- [What you should do] Lines in the data below that contain the word "down" are to be copied.

Stored items:
- - - - - - -
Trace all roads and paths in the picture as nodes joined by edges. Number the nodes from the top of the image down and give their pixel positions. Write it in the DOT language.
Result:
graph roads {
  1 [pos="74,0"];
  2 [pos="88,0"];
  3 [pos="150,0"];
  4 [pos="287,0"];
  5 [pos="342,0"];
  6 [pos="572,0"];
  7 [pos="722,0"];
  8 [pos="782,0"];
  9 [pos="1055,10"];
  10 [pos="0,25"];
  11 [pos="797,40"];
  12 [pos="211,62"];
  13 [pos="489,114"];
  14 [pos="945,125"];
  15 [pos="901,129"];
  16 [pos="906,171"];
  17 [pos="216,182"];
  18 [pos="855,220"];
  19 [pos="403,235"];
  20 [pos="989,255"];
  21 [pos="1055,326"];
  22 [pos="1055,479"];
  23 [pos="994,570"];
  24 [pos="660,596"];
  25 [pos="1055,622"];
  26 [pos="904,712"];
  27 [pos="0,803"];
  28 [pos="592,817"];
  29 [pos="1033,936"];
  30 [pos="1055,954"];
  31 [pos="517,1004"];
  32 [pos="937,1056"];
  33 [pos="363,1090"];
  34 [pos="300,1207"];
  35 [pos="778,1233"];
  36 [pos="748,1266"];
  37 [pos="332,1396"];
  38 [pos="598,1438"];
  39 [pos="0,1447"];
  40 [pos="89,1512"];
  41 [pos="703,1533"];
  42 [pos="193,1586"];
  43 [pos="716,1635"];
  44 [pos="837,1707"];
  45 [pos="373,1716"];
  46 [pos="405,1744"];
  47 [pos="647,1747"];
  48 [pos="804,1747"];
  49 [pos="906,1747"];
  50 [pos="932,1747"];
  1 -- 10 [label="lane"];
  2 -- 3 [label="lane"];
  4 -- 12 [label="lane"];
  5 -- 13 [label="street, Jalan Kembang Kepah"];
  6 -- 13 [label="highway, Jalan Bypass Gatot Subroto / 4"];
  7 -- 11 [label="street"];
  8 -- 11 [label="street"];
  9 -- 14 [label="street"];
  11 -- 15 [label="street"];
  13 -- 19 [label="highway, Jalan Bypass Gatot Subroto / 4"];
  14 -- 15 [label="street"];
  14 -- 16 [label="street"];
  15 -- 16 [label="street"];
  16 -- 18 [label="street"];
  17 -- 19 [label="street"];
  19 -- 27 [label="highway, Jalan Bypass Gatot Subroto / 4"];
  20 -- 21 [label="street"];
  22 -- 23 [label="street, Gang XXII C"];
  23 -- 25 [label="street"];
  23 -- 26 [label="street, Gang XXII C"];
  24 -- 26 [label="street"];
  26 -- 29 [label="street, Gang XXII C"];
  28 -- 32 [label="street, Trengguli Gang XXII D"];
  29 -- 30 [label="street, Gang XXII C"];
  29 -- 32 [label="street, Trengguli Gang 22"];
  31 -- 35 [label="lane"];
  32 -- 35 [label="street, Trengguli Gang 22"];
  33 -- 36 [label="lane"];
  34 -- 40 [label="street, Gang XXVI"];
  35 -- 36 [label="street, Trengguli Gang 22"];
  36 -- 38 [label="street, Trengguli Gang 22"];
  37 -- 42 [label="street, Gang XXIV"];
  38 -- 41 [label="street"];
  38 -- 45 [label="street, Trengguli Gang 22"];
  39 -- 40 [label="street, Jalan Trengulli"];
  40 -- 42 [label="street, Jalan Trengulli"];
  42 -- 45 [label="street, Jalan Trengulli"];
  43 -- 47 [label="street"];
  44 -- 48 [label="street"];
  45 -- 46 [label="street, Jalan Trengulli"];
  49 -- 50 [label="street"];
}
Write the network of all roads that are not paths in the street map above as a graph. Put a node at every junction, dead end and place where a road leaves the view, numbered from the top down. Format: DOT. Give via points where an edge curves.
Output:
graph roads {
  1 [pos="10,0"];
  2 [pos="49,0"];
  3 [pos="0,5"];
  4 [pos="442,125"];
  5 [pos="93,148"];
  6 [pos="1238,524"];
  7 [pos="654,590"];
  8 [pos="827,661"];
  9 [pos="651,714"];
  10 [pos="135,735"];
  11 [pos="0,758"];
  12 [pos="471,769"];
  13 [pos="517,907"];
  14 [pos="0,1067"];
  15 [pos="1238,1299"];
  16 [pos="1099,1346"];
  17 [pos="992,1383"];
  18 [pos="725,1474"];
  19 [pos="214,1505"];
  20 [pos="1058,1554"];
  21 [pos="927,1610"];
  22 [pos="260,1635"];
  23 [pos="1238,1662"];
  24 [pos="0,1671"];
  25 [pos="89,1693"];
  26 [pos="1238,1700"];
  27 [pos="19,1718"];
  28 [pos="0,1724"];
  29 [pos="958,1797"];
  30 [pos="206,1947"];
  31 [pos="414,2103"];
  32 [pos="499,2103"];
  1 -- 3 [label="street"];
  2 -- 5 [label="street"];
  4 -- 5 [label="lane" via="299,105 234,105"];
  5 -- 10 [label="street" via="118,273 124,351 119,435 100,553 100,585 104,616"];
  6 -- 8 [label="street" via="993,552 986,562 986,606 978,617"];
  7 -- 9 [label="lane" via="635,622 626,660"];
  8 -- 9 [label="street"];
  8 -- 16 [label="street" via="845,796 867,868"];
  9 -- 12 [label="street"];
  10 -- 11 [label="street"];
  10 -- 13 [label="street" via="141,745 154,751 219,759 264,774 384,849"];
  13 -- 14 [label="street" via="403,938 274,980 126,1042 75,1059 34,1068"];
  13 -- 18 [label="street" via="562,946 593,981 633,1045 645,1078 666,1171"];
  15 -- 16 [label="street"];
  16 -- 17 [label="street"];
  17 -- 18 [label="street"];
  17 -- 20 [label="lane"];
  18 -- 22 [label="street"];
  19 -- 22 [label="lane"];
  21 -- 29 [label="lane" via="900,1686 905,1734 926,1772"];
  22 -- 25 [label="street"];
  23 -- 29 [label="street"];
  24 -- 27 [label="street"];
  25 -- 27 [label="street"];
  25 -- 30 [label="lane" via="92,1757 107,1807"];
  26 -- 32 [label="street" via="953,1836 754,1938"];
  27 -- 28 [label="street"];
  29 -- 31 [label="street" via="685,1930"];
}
- - - - - - -
- [Solution to the problem]
Trace all roads and paths in the picture as nodes joined by edges. Number the nodes from the top of the image down and give their pixel positions. Write it in the DOT language.
Write the network of all roads that are not paths in the street map above as a graph. Put a node at every junction, dead end and place where a road leaves the view, numbered from the top down. Format: DOT. Give via points where an edge curves.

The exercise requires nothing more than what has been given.